Application Security Testing: Resurgence of DAST for SDLC Integration and Scan Automation

Dynamic analysis security testing (DAST) works like a hacker-in-a-box, so to speak, by exploring and testing web applications and services via HTTP and HTTPS. DAST is one of the oldest automated application security testing (AST) techniques, tracing its roots to the mid-1990s. Since it interacts with live web applications and web services and automates hacker activity, it has always been popular with penetration testers and security auditors looking to save valuable time.

DAST Today

There are numerous free, low-cost and premium commercial offerings in the DAST space. While IBM has been a market leader in this space since it acquired of Watchfire in 2007, this application of DAST is well understood. There is, however, another application that was rarely adopted in the past, but began to change in 2015 and dramatically shifted last year.

I’m talking about making DAST a part of the software development life cycle (SDLC).
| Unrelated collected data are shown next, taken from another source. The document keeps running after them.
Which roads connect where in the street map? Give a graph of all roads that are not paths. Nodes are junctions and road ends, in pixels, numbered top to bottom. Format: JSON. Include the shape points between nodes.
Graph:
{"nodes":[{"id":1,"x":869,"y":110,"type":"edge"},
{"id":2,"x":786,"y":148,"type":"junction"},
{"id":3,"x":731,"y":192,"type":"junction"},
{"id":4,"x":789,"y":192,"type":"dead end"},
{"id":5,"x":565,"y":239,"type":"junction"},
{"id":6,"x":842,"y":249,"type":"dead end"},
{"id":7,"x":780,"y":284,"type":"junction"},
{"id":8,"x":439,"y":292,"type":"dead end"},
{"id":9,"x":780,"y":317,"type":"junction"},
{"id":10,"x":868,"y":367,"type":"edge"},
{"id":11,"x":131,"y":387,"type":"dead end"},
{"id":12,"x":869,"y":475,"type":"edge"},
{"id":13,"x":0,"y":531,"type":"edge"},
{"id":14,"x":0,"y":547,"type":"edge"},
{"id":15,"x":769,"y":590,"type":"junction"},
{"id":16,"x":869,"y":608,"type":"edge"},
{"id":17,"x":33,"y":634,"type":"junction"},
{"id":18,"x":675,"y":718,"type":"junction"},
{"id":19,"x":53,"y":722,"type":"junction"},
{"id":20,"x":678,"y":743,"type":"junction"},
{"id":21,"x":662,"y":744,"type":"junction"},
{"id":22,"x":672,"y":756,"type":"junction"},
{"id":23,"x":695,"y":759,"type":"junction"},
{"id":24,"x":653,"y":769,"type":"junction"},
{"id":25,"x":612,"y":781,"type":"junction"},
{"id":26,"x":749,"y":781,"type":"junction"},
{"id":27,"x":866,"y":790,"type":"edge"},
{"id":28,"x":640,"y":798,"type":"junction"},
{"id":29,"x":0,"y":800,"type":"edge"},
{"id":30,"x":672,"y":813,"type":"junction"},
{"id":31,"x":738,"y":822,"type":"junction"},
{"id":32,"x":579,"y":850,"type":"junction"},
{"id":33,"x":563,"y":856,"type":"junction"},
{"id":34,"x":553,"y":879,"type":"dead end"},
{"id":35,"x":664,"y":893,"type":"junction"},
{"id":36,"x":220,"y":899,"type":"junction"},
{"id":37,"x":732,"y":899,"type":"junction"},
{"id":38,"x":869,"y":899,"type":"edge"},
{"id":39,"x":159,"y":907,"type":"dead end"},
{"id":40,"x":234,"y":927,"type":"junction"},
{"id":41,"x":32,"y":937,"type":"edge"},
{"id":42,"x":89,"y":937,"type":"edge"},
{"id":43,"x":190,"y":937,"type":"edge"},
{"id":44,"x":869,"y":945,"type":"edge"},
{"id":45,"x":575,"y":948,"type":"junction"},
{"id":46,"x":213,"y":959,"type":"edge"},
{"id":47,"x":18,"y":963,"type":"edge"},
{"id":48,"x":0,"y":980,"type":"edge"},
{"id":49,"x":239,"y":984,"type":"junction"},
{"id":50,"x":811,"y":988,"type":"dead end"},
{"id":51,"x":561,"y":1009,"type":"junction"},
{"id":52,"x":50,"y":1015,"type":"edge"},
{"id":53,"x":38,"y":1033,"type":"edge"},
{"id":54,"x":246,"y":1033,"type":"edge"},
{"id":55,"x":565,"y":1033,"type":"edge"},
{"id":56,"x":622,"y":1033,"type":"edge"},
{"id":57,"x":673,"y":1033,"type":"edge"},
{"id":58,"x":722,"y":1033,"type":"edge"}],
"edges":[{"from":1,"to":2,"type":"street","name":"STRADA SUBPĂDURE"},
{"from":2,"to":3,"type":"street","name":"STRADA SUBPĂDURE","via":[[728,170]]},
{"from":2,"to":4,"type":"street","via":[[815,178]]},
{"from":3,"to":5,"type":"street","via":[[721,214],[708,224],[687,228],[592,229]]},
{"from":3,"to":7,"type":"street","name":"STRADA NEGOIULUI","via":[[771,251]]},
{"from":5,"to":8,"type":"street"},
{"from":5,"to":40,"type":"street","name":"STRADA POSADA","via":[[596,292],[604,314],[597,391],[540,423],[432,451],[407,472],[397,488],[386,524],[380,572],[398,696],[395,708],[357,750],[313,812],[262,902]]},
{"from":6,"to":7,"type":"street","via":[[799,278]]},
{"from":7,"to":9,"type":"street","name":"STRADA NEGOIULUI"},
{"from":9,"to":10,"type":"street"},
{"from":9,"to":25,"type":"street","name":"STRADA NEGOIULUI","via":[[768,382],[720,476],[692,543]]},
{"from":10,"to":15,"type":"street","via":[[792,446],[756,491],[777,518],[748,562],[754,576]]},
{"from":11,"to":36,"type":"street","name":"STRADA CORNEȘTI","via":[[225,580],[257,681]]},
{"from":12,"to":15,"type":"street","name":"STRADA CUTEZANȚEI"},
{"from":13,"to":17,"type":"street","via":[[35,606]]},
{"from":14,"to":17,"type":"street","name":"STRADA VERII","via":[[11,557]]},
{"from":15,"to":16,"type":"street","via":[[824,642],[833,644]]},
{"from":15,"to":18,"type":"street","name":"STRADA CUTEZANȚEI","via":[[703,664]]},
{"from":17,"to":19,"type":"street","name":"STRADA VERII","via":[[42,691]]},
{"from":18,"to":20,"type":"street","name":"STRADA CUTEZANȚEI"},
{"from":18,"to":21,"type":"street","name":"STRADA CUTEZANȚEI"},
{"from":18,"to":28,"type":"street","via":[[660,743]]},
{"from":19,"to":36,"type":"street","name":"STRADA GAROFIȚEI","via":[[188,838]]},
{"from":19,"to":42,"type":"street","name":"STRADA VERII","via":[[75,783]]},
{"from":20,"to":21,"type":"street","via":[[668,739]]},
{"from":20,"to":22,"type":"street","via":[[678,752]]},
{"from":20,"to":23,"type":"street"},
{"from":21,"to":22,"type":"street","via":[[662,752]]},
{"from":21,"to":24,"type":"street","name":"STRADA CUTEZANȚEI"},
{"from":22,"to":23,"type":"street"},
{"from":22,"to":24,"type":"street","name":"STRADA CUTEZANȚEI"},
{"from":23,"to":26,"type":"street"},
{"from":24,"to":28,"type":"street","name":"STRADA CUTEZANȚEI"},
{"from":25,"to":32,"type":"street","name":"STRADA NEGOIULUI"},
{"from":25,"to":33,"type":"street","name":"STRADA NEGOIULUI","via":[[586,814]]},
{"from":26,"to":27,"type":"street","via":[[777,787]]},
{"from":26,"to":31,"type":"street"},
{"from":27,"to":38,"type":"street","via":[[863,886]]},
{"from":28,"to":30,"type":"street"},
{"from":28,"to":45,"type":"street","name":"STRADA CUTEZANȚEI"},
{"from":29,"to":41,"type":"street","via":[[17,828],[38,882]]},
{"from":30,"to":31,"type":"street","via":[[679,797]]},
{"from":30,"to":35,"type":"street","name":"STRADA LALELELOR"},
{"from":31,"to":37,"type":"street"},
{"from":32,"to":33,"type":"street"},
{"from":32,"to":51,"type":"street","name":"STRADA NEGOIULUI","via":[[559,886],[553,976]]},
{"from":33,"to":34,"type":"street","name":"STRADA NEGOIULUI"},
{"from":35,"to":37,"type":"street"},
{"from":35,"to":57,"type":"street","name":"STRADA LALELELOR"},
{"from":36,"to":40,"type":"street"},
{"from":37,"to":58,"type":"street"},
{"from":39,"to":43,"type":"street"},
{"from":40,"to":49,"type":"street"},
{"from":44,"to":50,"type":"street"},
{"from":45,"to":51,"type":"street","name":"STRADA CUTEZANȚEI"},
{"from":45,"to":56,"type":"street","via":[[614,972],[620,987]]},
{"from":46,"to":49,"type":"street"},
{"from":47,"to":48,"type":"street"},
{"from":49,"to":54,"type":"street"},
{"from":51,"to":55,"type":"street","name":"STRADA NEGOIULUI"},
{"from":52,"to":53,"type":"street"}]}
Organizations want to implement AST into the SDLC because the sooner a security or functional defect is discovered, the cheaper it is to fix. In fact, according to the Rice Consulting report, “STBC: The Economics of Testing,” a defect can cost 100 times more to fix if not detected by the time the application reaches production.

The number described above does not even take into account potential damage that can result from a security issue being live in production. While the exact cost difference will likely vary, it’s always much easier, faster and cheaper for a developer to find and fix a relatively new defect than one that is weeks or months old.

This holds true for all issues and defects, not just security-related ones, and led to an ever-increasing focus in areas of continuous integration (automated builds) and continuous integration (automated testing and deployment). But I’m getting a bit ahead of myself. First, let’s take a quick look at the established norms of AST within the SDLC.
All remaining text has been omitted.